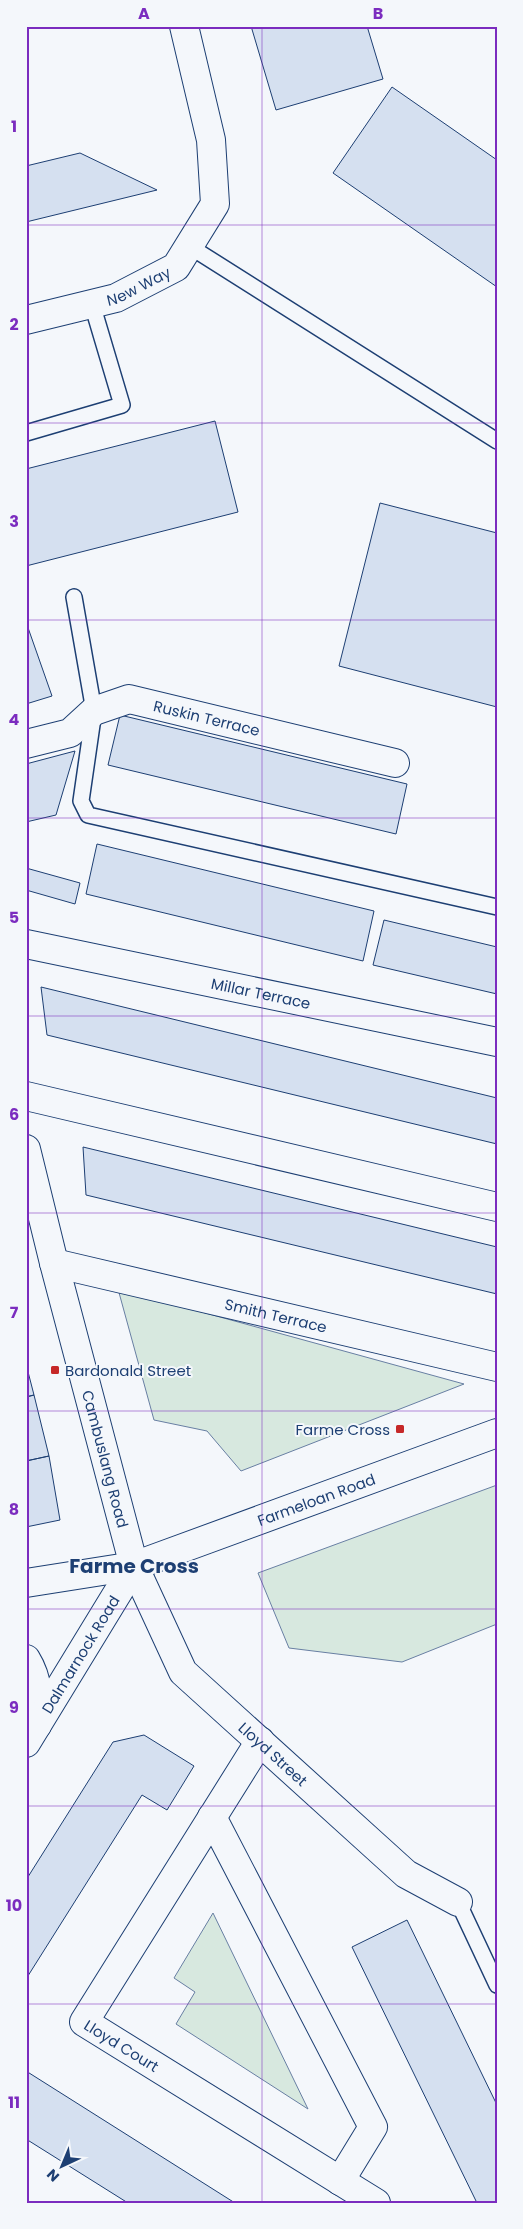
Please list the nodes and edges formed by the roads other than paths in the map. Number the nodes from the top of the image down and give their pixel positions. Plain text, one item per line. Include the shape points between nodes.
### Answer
1 (184, 26) edge
2 (189, 246) junction
3 (92, 304) junction
4 (26, 320) edge
5 (26, 432) edge
6 (497, 441) edge
7 (74, 597) dead end
8 (94, 711) junction
9 (26, 744) edge
10 (395, 763) dead end
11 (497, 907) edge
12 (26, 944) edge
13 (497, 1042) edge
14 (26, 1096) edge
15 (26, 1149) edge
16 (497, 1207) edge
17 (54, 1263) junction
18 (497, 1368) edge
19 (497, 1433) edge
20 (134, 1566) junction
21 (26, 1582) edge
22 (26, 1659) edge
23 (32, 1734) edge
24 (260, 1741) junction
25 (212, 1817) junction
26 (458, 1902) joint
27 (497, 1985) edge
28 (340, 2180) junction
29 (376, 2203) edge

1 - 2 street, New Way via 211,140 215,204
2 - 3 street, New Way via 176,267 116,298
2 - 6 lane
3 - 4 street, New Way
3 - 5 lane via 122,405
7 - 8 lane
8 - 9 street, Ruskin Terrace via 70,733
8 - 10 street, Ruskin Terrace via 129,699
8 - 11 lane via 81,801 88,815
12 - 13 street, Millar Terrace
14 - 16 street
15 - 17 street, Cambuslang Road
17 - 18 street, Smith Terrace
17 - 20 street, Cambuslang Road
19 - 20 street, Farmeloan Road
20 - 21 street, Farmeloan Road
20 - 23 street, Dalmarnock Road
20 - 24 street, Lloyd Street via 184,1672
22 - 23 street via 37,1684 39,1704
24 - 25 street, Lloyd Court
24 - 26 street, Lloyd Street via 406,1874
25 - 28 street via 373,2127
25 - 28 street, Lloyd Court via 84,2022
26 - 27 lane
28 - 29 street, Lloyd Court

#### The problem:
For this task, give the full listing again verbatim and keep out every picture.

#### Task solution:
Please list the nodes and edges formed by the roads other than paths in the map. Number the nodes from the top of the image down and give their pixel positions. Plain text, one item per line. Include the shape points between nodes.
### Answer
1 (184, 26) edge
2 (189, 246) junction
3 (92, 304) junction
4 (26, 320) edge
5 (26, 432) edge
6 (497, 441) edge
7 (74, 597) dead end
8 (94, 711) junction
9 (26, 744) edge
10 (395, 763) dead end
11 (497, 907) edge
12 (26, 944) edge
13 (497, 1042) edge
14 (26, 1096) edge
15 (26, 1149) edge
16 (497, 1207) edge
17 (54, 1263) junction
18 (497, 1368) edge
19 (497, 1433) edge
20 (134, 1566) junction
21 (26, 1582) edge
22 (26, 1659) edge
23 (32, 1734) edge
24 (260, 1741) junction
25 (212, 1817) junction
26 (458, 1902) joint
27 (497, 1985) edge
28 (340, 2180) junction
29 (376, 2203) edge

1 - 2 street, New Way via 211,140 215,204
2 - 3 street, New Way via 176,267 116,298
2 - 6 lane
3 - 4 street, New Way
3 - 5 lane via 122,405
7 - 8 lane
8 - 9 street, Ruskin Terrace via 70,733
8 - 10 street, Ruskin Terrace via 129,699
8 - 11 lane via 81,801 88,815
12 - 13 street, Millar Terrace
14 - 16 street
15 - 17 street, Cambuslang Road
17 - 18 street, Smith Terrace
17 - 20 street, Cambuslang Road
19 - 20 street, Farmeloan Road
20 - 21 street, Farmeloan Road
20 - 23 street, Dalmarnock Road
20 - 24 street, Lloyd Street via 184,1672
22 - 23 street via 37,1684 39,1704
24 - 25 street, Lloyd Court
24 - 26 street, Lloyd Street via 406,1874
25 - 28 street via 373,2127
25 - 28 street, Lloyd Court via 84,2022
26 - 27 lane
28 - 29 street, Lloyd Court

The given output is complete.